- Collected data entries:
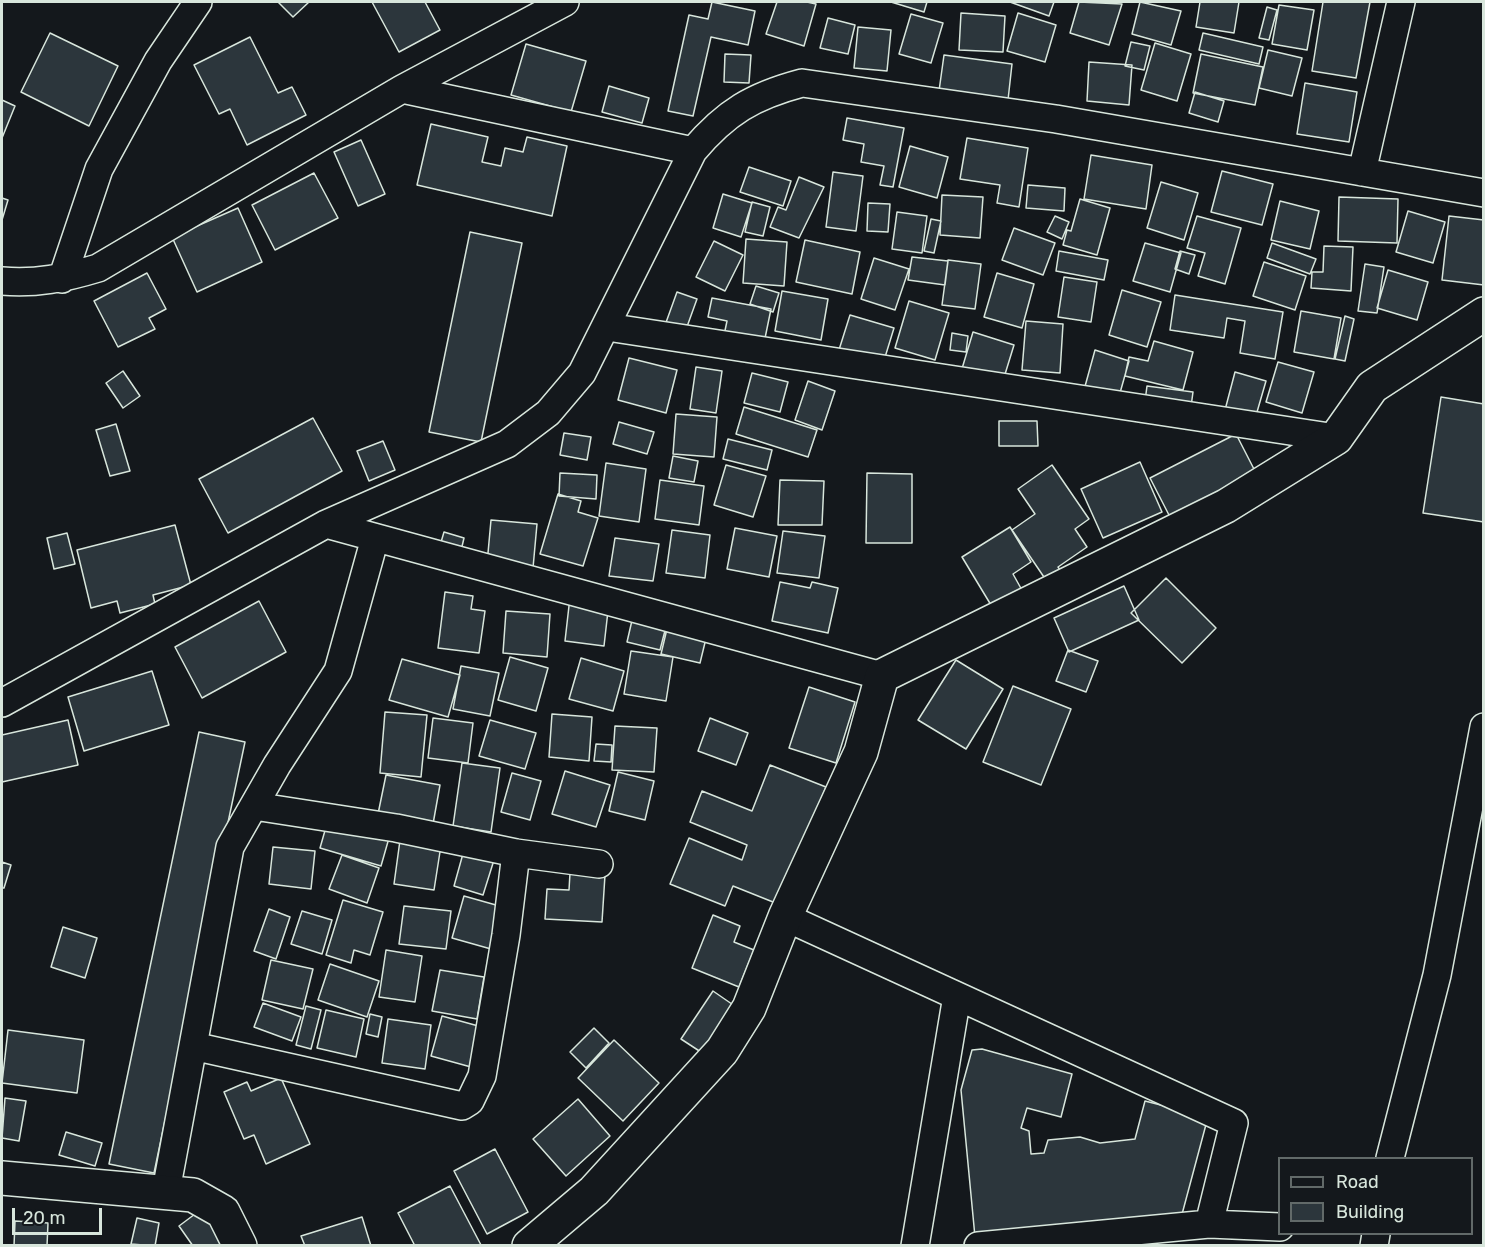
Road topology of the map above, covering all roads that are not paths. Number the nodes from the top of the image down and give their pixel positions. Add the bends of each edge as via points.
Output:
1 (198, 2) edge
2 (565, 2) edge
3 (1401, 2) edge
4 (402, 89) junction
5 (693, 151) junction
6 (1362, 172) junction
7 (1484, 193) edge
8 (62, 279) junction
9 (2, 282) edge
10 (1484, 314) edge
11 (607, 327) junction
12 (1336, 438) junction
13 (326, 525) junction
14 (375, 538) junction
15 (882, 676) junction
16 (2, 703) edge
17 (1484, 727) edge
18 (254, 806) junction
19 (516, 853) junction
20 (599, 864) dead end
21 (785, 917) junction
22 (957, 996) junction
23 (193, 1046) junction
24 (1390, 1157) edge
25 (2, 1178) edge
26 (166, 1191) junction
27 (1209, 1224) junction
28 (1278, 1227) edge
29 (240, 1245) edge
30 (529, 1245) edge
31 (915, 1245) edge
32 (978, 1245) edge

1 - 8 street via 158,61 99,169
2 - 4 street
3 - 6 street
4 - 5 street
4 - 8 street via 132,249 98,267
5 - 6 street via 715,125 741,105 770,91 802,83 1056,119
5 - 11 street
6 - 7 street
8 - 9 street
10 - 12 street via 1372,387
11 - 12 street
11 - 13 street via 582,373 562,397 548,413 507,444
12 - 15 street via 1226,506
13 - 14 street
13 - 16 street
14 - 15 street
14 - 18 street via 338,671
15 - 21 street via 861,752
17 - 24 street via 1437,975
18 - 19 street via 396,828
18 - 23 street via 230,847
19 - 20 street
19 - 23 street via 507,935 482,1076 470,1101 462,1106
21 - 22 street
21 - 30 street via 749,1008 722,1051 594,1191
22 - 27 street via 1234,1123
22 - 31 street
23 - 26 street
25 - 26 street
26 - 29 street via 193,1195 223,1212
27 - 28 street
27 - 32 street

- WHAT THE TASK ASKS: Give every entry above again, exactly, and keep all pictures out of it.

- TASK RESULT:
Road topology of the map above, covering all roads that are not paths. Number the nodes from the top of the image down and give their pixel positions. Add the bends of each edge as via points.
Output:
1 (198, 2) edge
2 (565, 2) edge
3 (1401, 2) edge
4 (402, 89) junction
5 (693, 151) junction
6 (1362, 172) junction
7 (1484, 193) edge
8 (62, 279) junction
9 (2, 282) edge
10 (1484, 314) edge
11 (607, 327) junction
12 (1336, 438) junction
13 (326, 525) junction
14 (375, 538) junction
15 (882, 676) junction
16 (2, 703) edge
17 (1484, 727) edge
18 (254, 806) junction
19 (516, 853) junction
20 (599, 864) dead end
21 (785, 917) junction
22 (957, 996) junction
23 (193, 1046) junction
24 (1390, 1157) edge
25 (2, 1178) edge
26 (166, 1191) junction
27 (1209, 1224) junction
28 (1278, 1227) edge
29 (240, 1245) edge
30 (529, 1245) edge
31 (915, 1245) edge
32 (978, 1245) edge

1 - 8 street via 158,61 99,169
2 - 4 street
3 - 6 street
4 - 5 street
4 - 8 street via 132,249 98,267
5 - 6 street via 715,125 741,105 770,91 802,83 1056,119
5 - 11 street
6 - 7 street
8 - 9 street
10 - 12 street via 1372,387
11 - 12 street
11 - 13 street via 582,373 562,397 548,413 507,444
12 - 15 street via 1226,506
13 - 14 street
13 - 16 street
14 - 15 street
14 - 18 street via 338,671
15 - 21 street via 861,752
17 - 24 street via 1437,975
18 - 19 street via 396,828
18 - 23 street via 230,847
19 - 20 street
19 - 23 street via 507,935 482,1076 470,1101 462,1106
21 - 22 street
21 - 30 street via 749,1008 722,1051 594,1191
22 - 27 street via 1234,1123
22 - 31 street
23 - 26 street
25 - 26 street
26 - 29 street via 193,1195 223,1212
27 - 28 street
27 - 32 street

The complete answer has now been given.